Being able to assist more homeless youth like Zilio has Louise Smith, general manager of youth outreach and intervention for YMCA of Greater Toronto, excited about moving these services down the road into a much bigger location.
The new Vanauley Street YMCA will offer broadened programming such as employment services (a big contributor to community health) not only for young street people, but also the people who are living in the area. Within the larger building, other programs will be added, including Streets to Homes and an extreme cold-weather alert drop-in program for youth.
“We’re moving into a welcoming, vibrant community,” Smith says of their future home in the Alexandra Park area. “We asked ourselves: how we could fit into the picture? How can we support the good work that is already being done?” Toronto-Centre MP Adam Vaughan describes this community as “going through a massive revitalization,” not only with changes in infrastructure, but also in population density and demographics.
While there are social services for low-income kids who are residents of the area, Vaughan explains that over the past 10 years, they’ve seen a huge influx of young, non-residents, who are attracted to the downtown core and end up on the streets.

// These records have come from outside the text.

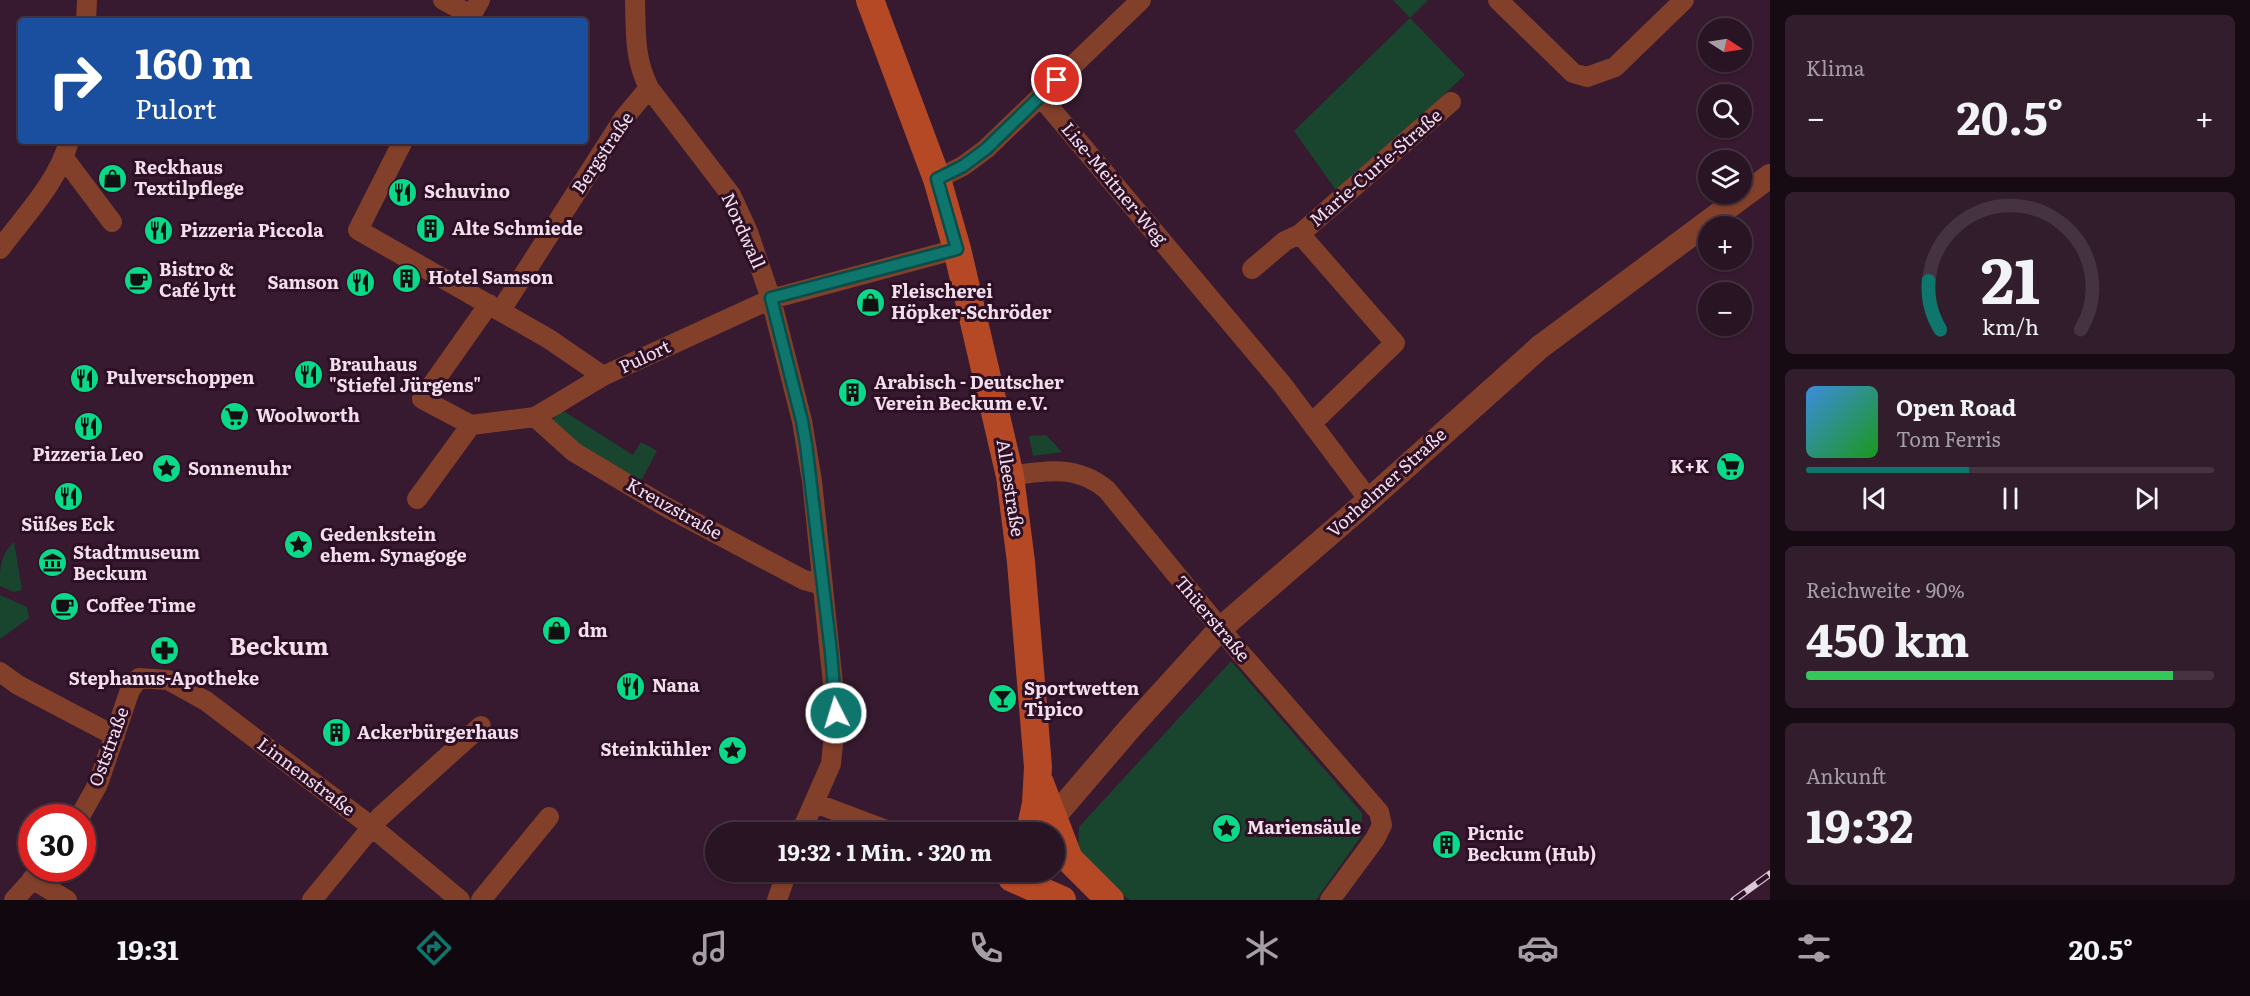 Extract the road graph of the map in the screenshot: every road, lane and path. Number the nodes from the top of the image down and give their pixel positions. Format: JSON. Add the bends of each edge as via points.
{"nodes":[{"id":1,"x":87,"y":0,"type":"edge"},
{"id":2,"x":443,"y":0,"type":"edge"},
{"id":3,"x":635,"y":0,"type":"edge"},
{"id":4,"x":870,"y":0,"type":"edge"},
{"id":5,"x":1141,"y":0,"type":"edge"},
{"id":6,"x":1498,"y":0,"type":"edge"},
{"id":7,"x":1684,"y":0,"type":"edge"},
{"id":8,"x":473,"y":12,"type":"edge"},
{"id":9,"x":86,"y":18,"type":"edge"},
{"id":10,"x":649,"y":88,"type":"junction"},
{"id":11,"x":1041,"y":96,"type":"junction"},
{"id":12,"x":1451,"y":102,"type":"dead end"},
{"id":13,"x":401,"y":144,"type":"edge"},
{"id":14,"x":67,"y":150,"type":"edge"},
{"id":15,"x":1770,"y":176,"type":"edge"},
{"id":16,"x":937,"y":179,"type":"junction"},
{"id":17,"x":112,"y":222,"type":"dead end"},
{"id":18,"x":1300,"y":234,"type":"junction"},
{"id":19,"x":0,"y":249,"type":"edge"},
{"id":20,"x":957,"y":249,"type":"junction"},
{"id":21,"x":1252,"y":269,"type":"dead end"},
{"id":22,"x":771,"y":298,"type":"junction"},
{"id":23,"x":495,"y":307,"type":"junction"},
{"id":24,"x":603,"y":376,"type":"junction"},
{"id":25,"x":535,"y":417,"type":"junction"},
{"id":26,"x":1312,"y":423,"type":"junction"},
{"id":27,"x":471,"y":425,"type":"junction"},
{"id":28,"x":1010,"y":476,"type":"junction"},
{"id":29,"x":417,"y":499,"type":"dead end"},
{"id":30,"x":1369,"y":500,"type":"junction"},
{"id":31,"x":823,"y":585,"type":"junction"},
{"id":32,"x":1220,"y":629,"type":"junction"},
{"id":33,"x":0,"y":672,"type":"edge"},
{"id":34,"x":139,"y":678,"type":"joint"},
{"id":35,"x":481,"y":726,"type":"dead end"},
{"id":36,"x":115,"y":736,"type":"junction"},
{"id":37,"x":815,"y":803,"type":"junction"},
{"id":38,"x":87,"y":804,"type":"edge"},
{"id":39,"x":549,"y":817,"type":"dead end"},
{"id":40,"x":806,"y":822,"type":"edge"},
{"id":41,"x":865,"y":822,"type":"edge"},
{"id":42,"x":1041,"y":822,"type":"edge"},
{"id":43,"x":1047,"y":822,"type":"edge"},
{"id":44,"x":372,"y":827,"type":"junction"},
{"id":45,"x":1065,"y":854,"type":"edge"},
{"id":46,"x":31,"y":882,"type":"edge"},
{"id":47,"x":47,"y":882,"type":"edge"},
{"id":48,"x":783,"y":882,"type":"edge"},
{"id":49,"x":1016,"y":882,"type":"edge"},
{"id":50,"x":14,"y":900,"type":"edge"},
{"id":51,"x":67,"y":900,"type":"edge"},
{"id":52,"x":312,"y":900,"type":"edge"},
{"id":53,"x":460,"y":900,"type":"edge"},
{"id":54,"x":481,"y":900,"type":"edge"},
{"id":55,"x":777,"y":900,"type":"edge"},
{"id":56,"x":1062,"y":900,"type":"edge"},
{"id":57,"x":1110,"y":900,"type":"edge"},
{"id":58,"x":1330,"y":900,"type":"edge"}],
"edges":[{"from":1,"to":9,"type":"street"},
{"from":2,"to":8,"type":"street"},
{"from":3,"to":10,"type":"street","name":"Nordwall","via":[[636,53]]},
{"from":4,"to":16,"type":"main road","name":"Alleestraße"},
{"from":5,"to":11,"type":"street"},
{"from":6,"to":7,"type":"street","via":[[1573,73],[1587,77],[1615,67]]},
{"from":10,"to":22,"type":"street","name":"Nordwall","via":[[731,195]]},
{"from":10,"to":23,"type":"street","name":"Bergstraße","via":[[624,118]]},
{"from":11,"to":16,"type":"street","via":[[986,149]]},
{"from":11,"to":26,"type":"street","name":"Lise-Meitner-Weg"},
{"from":12,"to":18,"type":"street","name":"Marie-Curie-Straße"},
{"from":13,"to":23,"type":"street","name":"Pulort","via":[[358,230]]},
{"from":14,"to":17,"type":"street"},
{"from":14,"to":19,"type":"street","via":[[49,184]]},
{"from":15,"to":30,"type":"street","name":"Vorhelmer Straße","via":[[1540,347]]},
{"from":16,"to":20,"type":"main road","name":"Alleestraße"},
{"from":18,"to":21,"type":"street","name":"Marie-Curie-Straße","via":[[1285,241]]},
{"from":18,"to":26,"type":"street","name":"Marie-Curie-Straße","via":[[1395,343]]},
{"from":20,"to":22,"type":"street","name":"Pulort"},
{"from":20,"to":28,"type":"main road","name":"Alleestraße"},
{"from":22,"to":24,"type":"street","name":"Pulort"},
{"from":22,"to":31,"type":"street","name":"Nordwall","via":[[802,421]]},
{"from":23,"to":24,"type":"street","name":"Pulort"},
{"from":23,"to":27,"type":"street","name":"Bergstraße","via":[[422,399]]},
{"from":24,"to":25,"type":"street"},
{"from":25,"to":27,"type":"street"},
{"from":25,"to":31,"type":"street","name":"Kreuzstraße","via":[[574,452],[647,495],[804,580]]},
{"from":26,"to":30,"type":"street"},
{"from":27,"to":29,"type":"street"},
{"from":28,"to":32,"type":"street","name":"Thüerstraße","via":[[1056,470],[1083,475],[1107,490]]},
{"from":28,"to":42,"type":"main road","name":"Alleestraße","via":[[1022,562],[1038,778],[1036,803]]},
{"from":30,"to":32,"type":"street","name":"Vorhelmer Straße"},
{"from":31,"to":37,"type":"street","name":"Nordwall","via":[[836,713],[831,764]]},
{"from":32,"to":43,"type":"street","name":"Vorhelmer Straße"},
{"from":32,"to":58,"type":"street","name":"Thüerstraße","via":[[1379,812],[1382,825],[1375,839]]},
{"from":33,"to":36,"type":"street","via":[[18,686]]},
{"from":34,"to":36,"type":"street","name":"Oststraße","via":[[130,690]]},
{"from":34,"to":44,"type":"street","name":"Linnenstraße","via":[[168,680],[206,701]]},
{"from":35,"to":44,"type":"street"},
{"from":36,"to":38,"type":"street","name":"Oststraße"},
{"from":37,"to":40,"type":"street","name":"Nordwall"},
{"from":37,"to":41,"type":"street"},
{"from":39,"to":54,"type":"street"},
{"from":44,"to":52,"type":"street"},
{"from":44,"to":53,"type":"street","name":"Linnenstraße"},
{"from":45,"to":57,"type":"main road"},
{"from":46,"to":50,"type":"street"},
{"from":47,"to":51,"type":"street"},
{"from":48,"to":55,"type":"street"},
{"from":49,"to":56,"type":"main road"}]}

A priority neighbourhood, it hasn’t been given the top-up of services the city and provincial level have received, and so, in partnership with residents (who are leading this conversation), “the YMCA, with its social dexterity, is stepping up to upgrade the services to a very particular sector of the neighbourhood — strengthening its capacity to properly house, and provide a platform for a better future,” says Vaughan.
Zilio is currently employed at Sobey’s, thanks to the support he found at the Y: “As a youth, there is all the help in the world that you could want here, you just need to be willing to ask for it.”